Avec notre envoyé spécial à Bagdad,Sami Boukhelifa

Adel Abdel-Mehdi l’a reconnu encore une fois en direct à la télévision irakienne : les revendications populaires sont légitimes. Mais encore une fois, il ne propose aucune solution concrète. Il faut dire que le Premier ministre irakien n’a pas vraiment de marge de manœuvre. Face à lui, il y a les deux hommes forts de la scène politique : le populiste Moqtada al-Sadr et le chef du Hashd al-Shaabi, les milices populaires soutenues par l’Iran.

Cent députés

À eux deux, ils sont à la tête d’une centaine de députés à l’Assemblée nationale irakienne et réclament la chute du gouvernement pour apaiser les contestataires espérant sortir indemnes de cette tempête qui ne les épargne pas non plus.
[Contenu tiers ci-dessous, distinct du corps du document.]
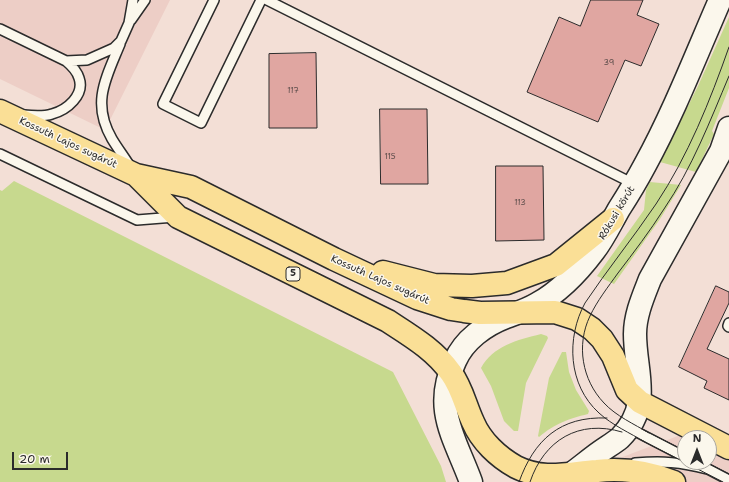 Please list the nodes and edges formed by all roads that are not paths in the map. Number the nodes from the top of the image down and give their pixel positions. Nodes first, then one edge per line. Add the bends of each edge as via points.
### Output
1 (133, 0) edge
2 (145, 0) edge
3 (214, 0) edge
4 (261, 0) edge
5 (267, 0) edge
6 (720, 0) edge
7 (129, 23) junction
8 (0, 29) edge
9 (121, 41) junction
10 (66, 60) junction
11 (3, 112) edge
12 (729, 128) edge
13 (0, 154) edge
14 (725, 154) edge
15 (136, 175) junction
16 (634, 184) junction
17 (178, 217) junction
18 (613, 219) junction
19 (334, 259) junction
20 (519, 313) junction
21 (729, 323) edge
22 (729, 327) edge
23 (450, 372) junction
24 (640, 402) junction
25 (627, 428) junction
26 (729, 448) edge
27 (677, 453) edge
28 (677, 462) edge
29 (711, 470) edge
30 (596, 471) junction
31 (569, 478) edge
32 (729, 480) edge
33 (471, 482) edge
34 (674, 482) edge

1 - 7 lane
2 - 7 lane
3 - 4 lane via 163,104 201,123
5 - 16 lane
6 - 16 main road, Rókusi körút via 652,152
7 - 9 lane
8 - 10 lane
9 - 10 lane via 114,48 95,57 77,61
9 - 15 lane via 106,79 101,109 112,139
10 - 11 lane via 74,68 80,82 76,98 71,104 63,110 35,116
11 - 15 main road, Kossuth Lajos sugárút / 5
12 - 14 main road
13 - 17 lane via 137,220
14 - 24 main road via 650,279 642,298 635,333
15 - 17 main road, Kossuth Lajos sugárút / 5
15 - 19 main road, Kossuth Lajos sugárút / 5 via 191,187
16 - 18 main road, Rókusi körút
17 - 23 main road, Kossuth Lajos sugárút / 5 via 388,321 430,350
18 - 19 main road via 556,265 507,283 472,286 434,285
18 - 20 main road, Rókusi körút via 595,251 563,284 537,304
19 - 20 main road, Kossuth Lajos sugárút / 5 via 435,305 480,313
20 - 23 main road, Rókusi körút via 492,323 469,340
20 - 24 main road, Kossuth Lajos sugárút / 5 via 555,312 586,324 602,339 613,356 627,390
21 - 22 lane
23 - 31 main road, Kossuth Lajos sugárút / 5 via 462,392 478,432 496,453 517,467 533,473
23 - 33 main road, Rókusi körút via 445,409 453,438
24 - 25 main road
24 - 26 main road, Kossuth Lajos sugárút / 5
25 - 27 lane
25 - 31 main road via 620,437
28 - 30 lane, Kossuth Lajos sugárút via 636,463
29 - 32 lane, Kossuth Lajos sugárút
30 - 31 main road, Kossuth Lajos sugárút / 5
30 - 34 main road, Kossuth Lajos sugárút / 5 via 624,470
Mais Adel Abdel-Mehdi campe sur ses positions : pas question de démissionner ; la vacance du pouvoir ne ferait qu’aggraver la crise, clame pour la énième fois le Premier ministre, ici à Bagdad. Lui, opte pour une solution plus douce : « Que le Parlement me désigne un remplaçant et je remettrai les clés du pouvoir. La transition se fera en douceur. »

La contestation ne fait que prendre de l’ampleur

En attendant, la contestation ne fait que prendre de l’ampleur. Il y a des appels à la grève générale et les accès au centre de Bagdad sont compliqués. Au cœur de Bagdad, la place Tahrir est aux mains des manifestants. Cagoule sur la tête, ils filtrent les accès vers ce lieu emblématique de la contestation. Deux faits notables : internet est entièrement coupé et il y a aussi le déploiement d’un corps d’élite, l’Isof, les forces antiterroristes (officiellement dénommées Iraqi special operations forces) reconnaissables à leurs véhicules blindés entièrement peints en noir. Autrefois en première ligne contre le groupe État islamique, ils tiennent aujourd’hui certains grands axes de Bagdad.

Mais à part ça, les commerces sont ouverts, les gens sont dans la rue. Dans certains quartiers, l’ambiance est même festive. En tout cas, la vie continue malgré les violences de ces dernières semaines.